Overview

Events Pipeline Overview

The Events Pipeline is a self-contained application that exclusively depends on Kafka for ingesting and processing incoming events specific to Usermaven. The pipeline is divided into two primary components:

  • Rust-Capture
  • Kafka-Streams

Below is a high-level architectural diagram that illustrates the overall functionality of the pipeline:

Capture server RUST

The Rust-Capture server features an HTTP endpoint that facilitates the receipt of events from the Javascript pixel, SDKs, and HTTP events. Events can be transmitted either individually or in bulk as part of a single JSON payload.

API keys validation

Upon receipt, incoming events need to be validated by the Rust-Capture server. We employ a distinct microservice, termed jitsu-http-tokens, which includes the workspace ID, API key, and server secret.

  • The workspace ID/API key acts as an identifier, utilized when dispatching events from resources like the JS SDK.
  • TThe server secret token is leveraged for event dispatch from Backend SDKs. This token is a composite of API_KEY.SERVER_SECRET.

API keys are refreshed every 10 seconds to accommodate any changes. If modifications are detected, the API keys' state is promptly updated. In situations where the service experiences downtime, the last recorded state is utilized for the API tokens. Upon successful validation of an event, we proceed to the next stage where an event ID is generated and a received_at attribute is added, reflecting the current server timestamp.

Extracting IP address and User-agent

The IP address is extracted from the source_ip field of the event. In cases where this field is absent, the X-Forwarded-For header is employed to ascertain the client's IP address. Similarly, for the User Agent, we first check for the user_agent field within the event. If it exists, it's used; if not, the user-agent header is utilized instead.

After this, the event is routed to the KAFKA topic named eventpipeline-capture.

Context Enrichment

During the context enrichment phase, we draw messages from the Kafka topic eventpipeline-capture using a simple_consumer. This consumer is tasked with ingesting messages from the Kafka topic. The steps performed during this phase include:

  • User Agent Parsing: This step enriches the user agent information by providing details like device, browser, browser version, operating system, and operating system version.

  • Bot Detection: We analyze the User Agent data to identify bots. This is achieved by checking the incoming User Agent against a list of patterns using regular expressions.

  • IP Masking: in Rust that enhances event data by adding geographic information and enforcing privacy regulations based on the event's IP address and cookie policy.

    The service supports three levels of cookie and IP policies: "comply", "keep", and "strict".

    • In "comply" mode, the service checks if the event's country is part of the EU and then modifies the event data accordingly.
    • If the policy is "keep", the original data is preserved, while "strict" policy applies certain restrictions to the event data. The service also includes a method to create a hashed anonymous id from the user's IP and user agent.
  • Based on the above rules, the hashed_anonymous id is used.
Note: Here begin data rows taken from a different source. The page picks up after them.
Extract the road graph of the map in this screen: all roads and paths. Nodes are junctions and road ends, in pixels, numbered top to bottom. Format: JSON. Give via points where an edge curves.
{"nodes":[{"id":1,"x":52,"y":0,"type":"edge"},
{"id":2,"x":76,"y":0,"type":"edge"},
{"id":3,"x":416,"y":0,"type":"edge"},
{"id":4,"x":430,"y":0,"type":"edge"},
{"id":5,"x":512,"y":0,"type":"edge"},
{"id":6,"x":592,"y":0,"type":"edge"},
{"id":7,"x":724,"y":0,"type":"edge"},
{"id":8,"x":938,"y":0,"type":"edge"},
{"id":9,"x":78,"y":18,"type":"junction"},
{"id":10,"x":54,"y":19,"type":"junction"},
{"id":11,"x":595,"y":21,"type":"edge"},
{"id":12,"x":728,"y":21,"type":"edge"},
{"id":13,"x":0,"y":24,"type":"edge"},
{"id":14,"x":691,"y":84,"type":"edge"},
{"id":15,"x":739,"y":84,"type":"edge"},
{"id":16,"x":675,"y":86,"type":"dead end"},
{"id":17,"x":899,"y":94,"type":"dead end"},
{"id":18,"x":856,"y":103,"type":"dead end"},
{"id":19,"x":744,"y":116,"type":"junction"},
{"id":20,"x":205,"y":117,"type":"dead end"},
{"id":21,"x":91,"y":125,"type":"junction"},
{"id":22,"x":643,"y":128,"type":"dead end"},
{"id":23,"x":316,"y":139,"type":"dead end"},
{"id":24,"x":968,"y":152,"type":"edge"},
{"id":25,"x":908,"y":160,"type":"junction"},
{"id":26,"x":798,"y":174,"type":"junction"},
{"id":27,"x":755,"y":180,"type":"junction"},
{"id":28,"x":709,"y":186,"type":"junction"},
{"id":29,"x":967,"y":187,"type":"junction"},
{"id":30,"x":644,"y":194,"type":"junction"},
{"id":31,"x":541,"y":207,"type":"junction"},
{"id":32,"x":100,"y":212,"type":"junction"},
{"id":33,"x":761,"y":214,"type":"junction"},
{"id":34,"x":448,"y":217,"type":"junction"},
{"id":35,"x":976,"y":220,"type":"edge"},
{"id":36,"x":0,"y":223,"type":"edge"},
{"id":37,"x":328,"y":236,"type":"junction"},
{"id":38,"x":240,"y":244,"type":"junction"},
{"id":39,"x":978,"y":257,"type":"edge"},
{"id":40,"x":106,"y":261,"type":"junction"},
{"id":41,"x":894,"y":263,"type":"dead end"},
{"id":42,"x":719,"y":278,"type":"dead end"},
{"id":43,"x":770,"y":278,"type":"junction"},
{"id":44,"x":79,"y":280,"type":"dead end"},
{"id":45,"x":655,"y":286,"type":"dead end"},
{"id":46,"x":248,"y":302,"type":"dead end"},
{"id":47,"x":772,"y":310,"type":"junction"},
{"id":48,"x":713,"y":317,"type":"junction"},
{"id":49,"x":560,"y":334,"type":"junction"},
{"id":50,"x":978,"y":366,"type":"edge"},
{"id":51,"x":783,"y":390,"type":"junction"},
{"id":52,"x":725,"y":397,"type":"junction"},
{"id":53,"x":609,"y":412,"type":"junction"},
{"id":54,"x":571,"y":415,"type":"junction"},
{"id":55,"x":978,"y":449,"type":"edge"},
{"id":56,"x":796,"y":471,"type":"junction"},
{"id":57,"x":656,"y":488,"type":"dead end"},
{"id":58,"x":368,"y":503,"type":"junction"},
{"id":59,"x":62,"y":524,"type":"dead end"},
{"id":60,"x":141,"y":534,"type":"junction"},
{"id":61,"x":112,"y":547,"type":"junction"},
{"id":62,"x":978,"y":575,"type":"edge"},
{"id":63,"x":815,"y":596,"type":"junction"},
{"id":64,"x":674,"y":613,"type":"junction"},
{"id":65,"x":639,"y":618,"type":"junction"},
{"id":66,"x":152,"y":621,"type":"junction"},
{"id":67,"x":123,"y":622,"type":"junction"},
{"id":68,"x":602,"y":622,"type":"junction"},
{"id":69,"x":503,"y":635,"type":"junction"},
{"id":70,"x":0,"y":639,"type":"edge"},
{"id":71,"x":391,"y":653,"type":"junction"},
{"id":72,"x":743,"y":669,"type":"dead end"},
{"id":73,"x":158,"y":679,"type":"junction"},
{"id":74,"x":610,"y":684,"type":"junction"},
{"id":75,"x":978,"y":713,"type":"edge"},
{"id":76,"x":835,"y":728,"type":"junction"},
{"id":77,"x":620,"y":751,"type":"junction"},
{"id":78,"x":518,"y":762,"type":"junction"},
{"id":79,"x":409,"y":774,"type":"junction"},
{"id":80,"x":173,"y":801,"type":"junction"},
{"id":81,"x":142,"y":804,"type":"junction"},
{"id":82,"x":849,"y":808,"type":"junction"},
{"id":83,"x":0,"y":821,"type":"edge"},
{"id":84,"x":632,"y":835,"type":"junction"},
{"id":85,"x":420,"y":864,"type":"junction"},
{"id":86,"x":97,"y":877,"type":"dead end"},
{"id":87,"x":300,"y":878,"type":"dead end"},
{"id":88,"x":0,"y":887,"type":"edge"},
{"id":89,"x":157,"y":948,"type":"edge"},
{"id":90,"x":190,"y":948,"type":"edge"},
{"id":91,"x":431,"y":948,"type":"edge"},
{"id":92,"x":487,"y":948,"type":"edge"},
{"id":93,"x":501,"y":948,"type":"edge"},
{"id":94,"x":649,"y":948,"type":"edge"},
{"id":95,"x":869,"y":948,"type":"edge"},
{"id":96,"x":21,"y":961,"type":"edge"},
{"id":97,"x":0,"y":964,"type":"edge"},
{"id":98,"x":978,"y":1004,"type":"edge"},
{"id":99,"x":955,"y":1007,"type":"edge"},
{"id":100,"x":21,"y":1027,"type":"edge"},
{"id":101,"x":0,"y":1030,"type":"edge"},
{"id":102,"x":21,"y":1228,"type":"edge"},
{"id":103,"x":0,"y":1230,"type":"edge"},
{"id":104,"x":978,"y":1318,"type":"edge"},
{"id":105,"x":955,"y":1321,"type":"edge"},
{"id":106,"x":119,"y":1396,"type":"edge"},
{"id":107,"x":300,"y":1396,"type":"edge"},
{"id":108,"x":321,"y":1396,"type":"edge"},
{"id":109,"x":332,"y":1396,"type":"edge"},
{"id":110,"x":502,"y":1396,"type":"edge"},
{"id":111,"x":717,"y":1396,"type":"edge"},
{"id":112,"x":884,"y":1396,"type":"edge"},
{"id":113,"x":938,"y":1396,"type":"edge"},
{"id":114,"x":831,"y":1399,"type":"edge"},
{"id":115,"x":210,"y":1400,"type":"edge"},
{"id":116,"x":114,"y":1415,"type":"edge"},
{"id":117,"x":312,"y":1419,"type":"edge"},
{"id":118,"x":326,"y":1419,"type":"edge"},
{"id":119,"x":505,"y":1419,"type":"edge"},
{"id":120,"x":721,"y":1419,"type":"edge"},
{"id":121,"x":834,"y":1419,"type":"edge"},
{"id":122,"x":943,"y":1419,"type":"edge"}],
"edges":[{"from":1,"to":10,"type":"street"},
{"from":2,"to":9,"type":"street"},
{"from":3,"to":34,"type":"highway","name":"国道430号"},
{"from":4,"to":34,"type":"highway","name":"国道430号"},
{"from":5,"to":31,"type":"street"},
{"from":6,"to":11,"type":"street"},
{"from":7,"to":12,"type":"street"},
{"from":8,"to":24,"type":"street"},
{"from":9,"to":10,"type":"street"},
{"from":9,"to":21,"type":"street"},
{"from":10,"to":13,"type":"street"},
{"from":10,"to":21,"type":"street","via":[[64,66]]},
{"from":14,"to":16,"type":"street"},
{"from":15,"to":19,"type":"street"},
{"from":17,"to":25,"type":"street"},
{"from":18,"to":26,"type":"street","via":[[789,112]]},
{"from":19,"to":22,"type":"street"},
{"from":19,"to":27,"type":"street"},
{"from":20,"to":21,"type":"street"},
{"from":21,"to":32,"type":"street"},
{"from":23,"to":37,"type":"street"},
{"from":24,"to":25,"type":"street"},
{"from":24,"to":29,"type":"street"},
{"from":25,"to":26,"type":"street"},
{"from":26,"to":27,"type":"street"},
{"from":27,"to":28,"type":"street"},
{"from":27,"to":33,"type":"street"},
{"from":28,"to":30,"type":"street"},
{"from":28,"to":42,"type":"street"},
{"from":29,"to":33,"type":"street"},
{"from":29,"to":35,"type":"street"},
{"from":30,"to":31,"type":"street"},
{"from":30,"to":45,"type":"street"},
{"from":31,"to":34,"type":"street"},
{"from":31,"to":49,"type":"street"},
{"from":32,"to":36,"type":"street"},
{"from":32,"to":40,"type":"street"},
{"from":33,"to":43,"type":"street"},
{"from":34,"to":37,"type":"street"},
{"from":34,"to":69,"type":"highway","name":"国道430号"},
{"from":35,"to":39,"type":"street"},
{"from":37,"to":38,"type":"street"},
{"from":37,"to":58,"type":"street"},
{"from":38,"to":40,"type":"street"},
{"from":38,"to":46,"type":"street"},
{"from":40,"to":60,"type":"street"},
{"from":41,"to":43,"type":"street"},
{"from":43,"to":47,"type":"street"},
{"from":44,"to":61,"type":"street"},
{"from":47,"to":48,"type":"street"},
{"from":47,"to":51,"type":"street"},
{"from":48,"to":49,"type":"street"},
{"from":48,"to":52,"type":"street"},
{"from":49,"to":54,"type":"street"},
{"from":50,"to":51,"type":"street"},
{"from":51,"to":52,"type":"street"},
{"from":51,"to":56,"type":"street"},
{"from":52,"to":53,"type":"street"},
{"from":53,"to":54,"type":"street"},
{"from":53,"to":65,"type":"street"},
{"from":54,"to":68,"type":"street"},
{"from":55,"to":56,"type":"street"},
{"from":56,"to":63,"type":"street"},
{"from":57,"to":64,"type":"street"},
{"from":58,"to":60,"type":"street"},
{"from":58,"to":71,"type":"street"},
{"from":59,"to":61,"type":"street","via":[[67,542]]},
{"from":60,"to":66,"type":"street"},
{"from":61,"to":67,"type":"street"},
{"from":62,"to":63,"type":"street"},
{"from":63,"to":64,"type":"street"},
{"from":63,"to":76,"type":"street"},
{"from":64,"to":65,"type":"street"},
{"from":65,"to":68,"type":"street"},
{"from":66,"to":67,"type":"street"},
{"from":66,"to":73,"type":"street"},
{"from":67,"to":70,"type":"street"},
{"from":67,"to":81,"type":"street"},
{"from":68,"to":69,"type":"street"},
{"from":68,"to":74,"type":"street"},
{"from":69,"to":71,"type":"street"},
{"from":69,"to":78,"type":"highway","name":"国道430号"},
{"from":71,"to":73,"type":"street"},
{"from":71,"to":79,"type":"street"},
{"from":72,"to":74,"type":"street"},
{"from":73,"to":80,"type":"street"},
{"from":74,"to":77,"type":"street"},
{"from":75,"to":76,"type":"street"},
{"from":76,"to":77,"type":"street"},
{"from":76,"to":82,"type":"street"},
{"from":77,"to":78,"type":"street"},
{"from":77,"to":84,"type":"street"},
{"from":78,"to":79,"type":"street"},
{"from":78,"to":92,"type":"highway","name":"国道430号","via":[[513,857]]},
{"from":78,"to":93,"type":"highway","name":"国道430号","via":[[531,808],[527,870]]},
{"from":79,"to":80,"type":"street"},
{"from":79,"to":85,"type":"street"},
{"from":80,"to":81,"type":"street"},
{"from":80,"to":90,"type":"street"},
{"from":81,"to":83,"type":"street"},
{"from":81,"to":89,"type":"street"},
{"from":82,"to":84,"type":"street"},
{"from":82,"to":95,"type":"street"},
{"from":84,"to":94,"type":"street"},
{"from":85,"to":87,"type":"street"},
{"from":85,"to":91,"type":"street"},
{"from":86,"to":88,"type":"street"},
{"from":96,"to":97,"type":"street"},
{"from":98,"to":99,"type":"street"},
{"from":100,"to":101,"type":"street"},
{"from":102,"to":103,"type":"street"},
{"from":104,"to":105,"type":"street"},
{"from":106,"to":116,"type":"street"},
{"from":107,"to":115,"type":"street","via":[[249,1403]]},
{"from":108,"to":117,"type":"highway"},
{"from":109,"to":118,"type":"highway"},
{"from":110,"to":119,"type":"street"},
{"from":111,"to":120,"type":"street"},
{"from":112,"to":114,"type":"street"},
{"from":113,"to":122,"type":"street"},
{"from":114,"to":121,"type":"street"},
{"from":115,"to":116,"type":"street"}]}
  • Validation of User Identification: For user_identify events, we validate the presence of the user.id attribute. Similarly, for company information, the company.id attribute is mandatory. If either attribute is missing, an error is raised.

Event Forwarding to Kafka

After undergoing transformation, events are then dispatched to the Kafka topics eventpipeline-transformation and eventpipeline-transformation-error. The latter topic is specifically for events where validation has failed.

Sessionization Streams API

The sessionization process is executed using the Java Kafka Streams function.

Events directed to the eventpipeline-transformation topic undergo a sessionization process with a window of 30 minutes. Each event is augmented with a session ID, which is a SHA-256 hash derived from the amalgamation of project_id and user_anonymous_id. Events are collated according to this combination and subsequently divided into sessions dictated by a predefined inactivity gap of 30 minutes. If a session window is extended due to a new event, the pre-existing session ID is repurposed. These sessionized events are then transmitted to a designated Kafka topic eventpipeline-sessionized.

Kafka Partitions

  • The partition key is derived from the event API key by computing a modulus across 18 partitions. All of our Kafka topics are distributed across these 18 partitions.
  • The scalability of Kafka Streams can be enhanced by increasing the number of Kafka Streams server pods.
  • Preliminary stress testing has revealed that our pipeline can comfortably handle a throughput of 15,000 events per second without any noticeable lag or latency.

Metrics API

The Rust-Capture API reveals metrics relating to incoming request statuses via port 3001.